● WHAT THE TASK REQUIRES
Find the lines in the records below that contain "Orange", and report each of them.

● RECORDS SHOWN

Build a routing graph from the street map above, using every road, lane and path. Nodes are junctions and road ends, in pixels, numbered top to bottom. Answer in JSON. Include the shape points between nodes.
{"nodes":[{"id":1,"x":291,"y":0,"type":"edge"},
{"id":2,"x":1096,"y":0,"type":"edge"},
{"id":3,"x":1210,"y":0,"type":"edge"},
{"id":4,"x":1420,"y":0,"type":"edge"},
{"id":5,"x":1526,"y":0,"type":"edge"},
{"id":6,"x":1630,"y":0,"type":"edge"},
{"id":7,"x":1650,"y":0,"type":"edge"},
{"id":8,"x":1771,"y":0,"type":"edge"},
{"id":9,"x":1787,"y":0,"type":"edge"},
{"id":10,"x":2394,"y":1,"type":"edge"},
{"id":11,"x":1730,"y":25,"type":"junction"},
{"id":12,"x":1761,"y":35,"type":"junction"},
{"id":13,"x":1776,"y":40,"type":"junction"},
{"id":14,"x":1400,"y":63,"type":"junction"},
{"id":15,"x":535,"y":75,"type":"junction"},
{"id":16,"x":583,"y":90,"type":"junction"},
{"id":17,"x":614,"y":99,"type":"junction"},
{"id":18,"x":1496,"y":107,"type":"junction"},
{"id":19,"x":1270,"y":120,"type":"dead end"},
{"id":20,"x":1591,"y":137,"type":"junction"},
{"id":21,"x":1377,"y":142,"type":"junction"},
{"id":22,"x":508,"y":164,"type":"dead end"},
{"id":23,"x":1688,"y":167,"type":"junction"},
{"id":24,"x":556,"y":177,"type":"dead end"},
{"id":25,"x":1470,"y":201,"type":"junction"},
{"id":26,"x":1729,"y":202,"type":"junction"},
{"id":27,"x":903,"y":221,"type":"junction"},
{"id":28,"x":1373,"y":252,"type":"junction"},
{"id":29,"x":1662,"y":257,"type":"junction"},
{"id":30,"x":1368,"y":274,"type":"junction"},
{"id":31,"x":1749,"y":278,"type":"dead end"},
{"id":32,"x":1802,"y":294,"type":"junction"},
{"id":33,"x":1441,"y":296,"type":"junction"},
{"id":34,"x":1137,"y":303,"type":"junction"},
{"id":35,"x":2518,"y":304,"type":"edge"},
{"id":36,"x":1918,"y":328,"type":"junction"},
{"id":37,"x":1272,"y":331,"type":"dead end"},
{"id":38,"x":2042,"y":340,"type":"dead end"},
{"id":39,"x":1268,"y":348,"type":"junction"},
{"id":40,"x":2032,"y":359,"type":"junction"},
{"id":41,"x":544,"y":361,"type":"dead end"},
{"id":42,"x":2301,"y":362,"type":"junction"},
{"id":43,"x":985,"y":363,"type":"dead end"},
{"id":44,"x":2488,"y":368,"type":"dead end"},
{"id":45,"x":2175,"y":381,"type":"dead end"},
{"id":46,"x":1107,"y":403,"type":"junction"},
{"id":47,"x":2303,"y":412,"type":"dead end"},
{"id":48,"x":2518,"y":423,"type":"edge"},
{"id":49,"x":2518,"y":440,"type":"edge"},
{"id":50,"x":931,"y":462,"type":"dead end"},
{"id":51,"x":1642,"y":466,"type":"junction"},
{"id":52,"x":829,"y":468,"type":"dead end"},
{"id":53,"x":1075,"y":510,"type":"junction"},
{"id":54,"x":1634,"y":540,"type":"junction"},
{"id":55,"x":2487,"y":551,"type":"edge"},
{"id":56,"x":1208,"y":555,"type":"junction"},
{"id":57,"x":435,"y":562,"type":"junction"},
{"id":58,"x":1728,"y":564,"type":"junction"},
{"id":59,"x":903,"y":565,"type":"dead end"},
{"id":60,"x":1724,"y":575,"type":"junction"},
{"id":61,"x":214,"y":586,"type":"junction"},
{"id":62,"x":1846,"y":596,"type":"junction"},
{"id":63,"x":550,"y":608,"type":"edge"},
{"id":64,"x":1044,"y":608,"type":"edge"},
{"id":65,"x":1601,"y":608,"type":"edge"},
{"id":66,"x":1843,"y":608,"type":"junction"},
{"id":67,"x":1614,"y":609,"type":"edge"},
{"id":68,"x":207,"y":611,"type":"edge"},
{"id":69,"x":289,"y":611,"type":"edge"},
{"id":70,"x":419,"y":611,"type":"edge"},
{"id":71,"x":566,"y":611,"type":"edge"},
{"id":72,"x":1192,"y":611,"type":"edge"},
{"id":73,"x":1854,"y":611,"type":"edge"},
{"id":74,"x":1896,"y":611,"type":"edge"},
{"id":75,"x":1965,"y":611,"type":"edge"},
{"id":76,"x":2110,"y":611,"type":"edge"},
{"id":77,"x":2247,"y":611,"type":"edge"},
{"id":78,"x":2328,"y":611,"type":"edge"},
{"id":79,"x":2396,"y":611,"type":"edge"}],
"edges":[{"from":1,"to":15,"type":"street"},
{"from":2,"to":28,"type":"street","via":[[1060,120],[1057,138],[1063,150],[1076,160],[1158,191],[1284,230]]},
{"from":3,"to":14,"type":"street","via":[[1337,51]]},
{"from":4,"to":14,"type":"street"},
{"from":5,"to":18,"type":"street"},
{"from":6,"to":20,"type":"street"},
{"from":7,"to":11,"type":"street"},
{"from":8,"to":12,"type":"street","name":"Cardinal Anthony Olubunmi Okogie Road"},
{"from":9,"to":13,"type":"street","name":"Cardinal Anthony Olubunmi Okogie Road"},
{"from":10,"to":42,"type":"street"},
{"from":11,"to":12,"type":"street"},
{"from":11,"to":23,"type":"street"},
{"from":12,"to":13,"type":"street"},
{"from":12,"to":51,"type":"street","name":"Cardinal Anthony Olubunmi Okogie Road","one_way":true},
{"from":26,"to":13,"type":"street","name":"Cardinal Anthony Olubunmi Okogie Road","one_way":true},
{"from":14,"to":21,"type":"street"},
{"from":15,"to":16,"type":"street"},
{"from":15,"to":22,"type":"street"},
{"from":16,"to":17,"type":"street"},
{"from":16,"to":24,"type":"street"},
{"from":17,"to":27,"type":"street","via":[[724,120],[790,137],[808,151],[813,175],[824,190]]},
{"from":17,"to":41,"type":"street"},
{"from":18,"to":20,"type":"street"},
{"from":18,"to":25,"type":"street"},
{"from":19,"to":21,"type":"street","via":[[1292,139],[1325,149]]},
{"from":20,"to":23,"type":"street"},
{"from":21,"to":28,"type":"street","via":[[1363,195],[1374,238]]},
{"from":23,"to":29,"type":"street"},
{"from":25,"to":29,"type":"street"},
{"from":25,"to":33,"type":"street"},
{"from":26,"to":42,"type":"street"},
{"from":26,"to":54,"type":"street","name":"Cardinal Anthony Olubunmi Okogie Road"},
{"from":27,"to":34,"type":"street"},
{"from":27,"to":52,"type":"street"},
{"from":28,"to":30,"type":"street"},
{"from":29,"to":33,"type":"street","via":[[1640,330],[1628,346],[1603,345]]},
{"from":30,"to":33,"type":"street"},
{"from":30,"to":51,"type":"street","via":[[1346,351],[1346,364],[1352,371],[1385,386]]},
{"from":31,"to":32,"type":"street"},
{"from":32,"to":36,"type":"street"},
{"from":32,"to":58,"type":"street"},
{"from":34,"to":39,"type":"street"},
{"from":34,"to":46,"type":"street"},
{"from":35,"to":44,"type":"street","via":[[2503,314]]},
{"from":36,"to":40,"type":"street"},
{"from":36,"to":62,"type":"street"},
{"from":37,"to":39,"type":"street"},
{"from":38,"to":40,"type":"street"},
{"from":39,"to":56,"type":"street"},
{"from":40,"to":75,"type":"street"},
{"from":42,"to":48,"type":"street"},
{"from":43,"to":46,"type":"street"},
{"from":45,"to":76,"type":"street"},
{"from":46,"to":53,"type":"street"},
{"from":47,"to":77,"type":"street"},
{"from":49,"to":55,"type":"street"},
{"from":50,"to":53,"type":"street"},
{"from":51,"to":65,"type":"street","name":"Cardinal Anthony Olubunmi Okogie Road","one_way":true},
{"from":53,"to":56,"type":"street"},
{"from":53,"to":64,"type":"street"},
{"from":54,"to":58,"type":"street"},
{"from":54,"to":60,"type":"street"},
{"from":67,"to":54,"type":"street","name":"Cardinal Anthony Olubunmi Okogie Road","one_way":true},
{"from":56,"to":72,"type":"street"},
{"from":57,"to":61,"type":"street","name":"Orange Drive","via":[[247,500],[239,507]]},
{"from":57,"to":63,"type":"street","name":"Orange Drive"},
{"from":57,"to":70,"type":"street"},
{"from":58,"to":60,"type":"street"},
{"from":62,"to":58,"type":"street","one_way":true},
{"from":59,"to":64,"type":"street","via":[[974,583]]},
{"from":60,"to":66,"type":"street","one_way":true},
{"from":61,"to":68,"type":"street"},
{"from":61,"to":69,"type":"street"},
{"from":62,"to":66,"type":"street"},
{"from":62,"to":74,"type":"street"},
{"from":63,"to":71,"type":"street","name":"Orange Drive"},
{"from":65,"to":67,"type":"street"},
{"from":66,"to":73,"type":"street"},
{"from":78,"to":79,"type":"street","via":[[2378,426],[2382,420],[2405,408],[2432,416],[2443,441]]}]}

● WRITTEN ANSWER
{"from":57,"to":61,"type":"street","name":"Orange Drive","via":[[247,500],[239,507]]},
{"from":57,"to":63,"type":"street","name":"Orange Drive"},
{"from":63,"to":71,"type":"street","name":"Orange Drive"},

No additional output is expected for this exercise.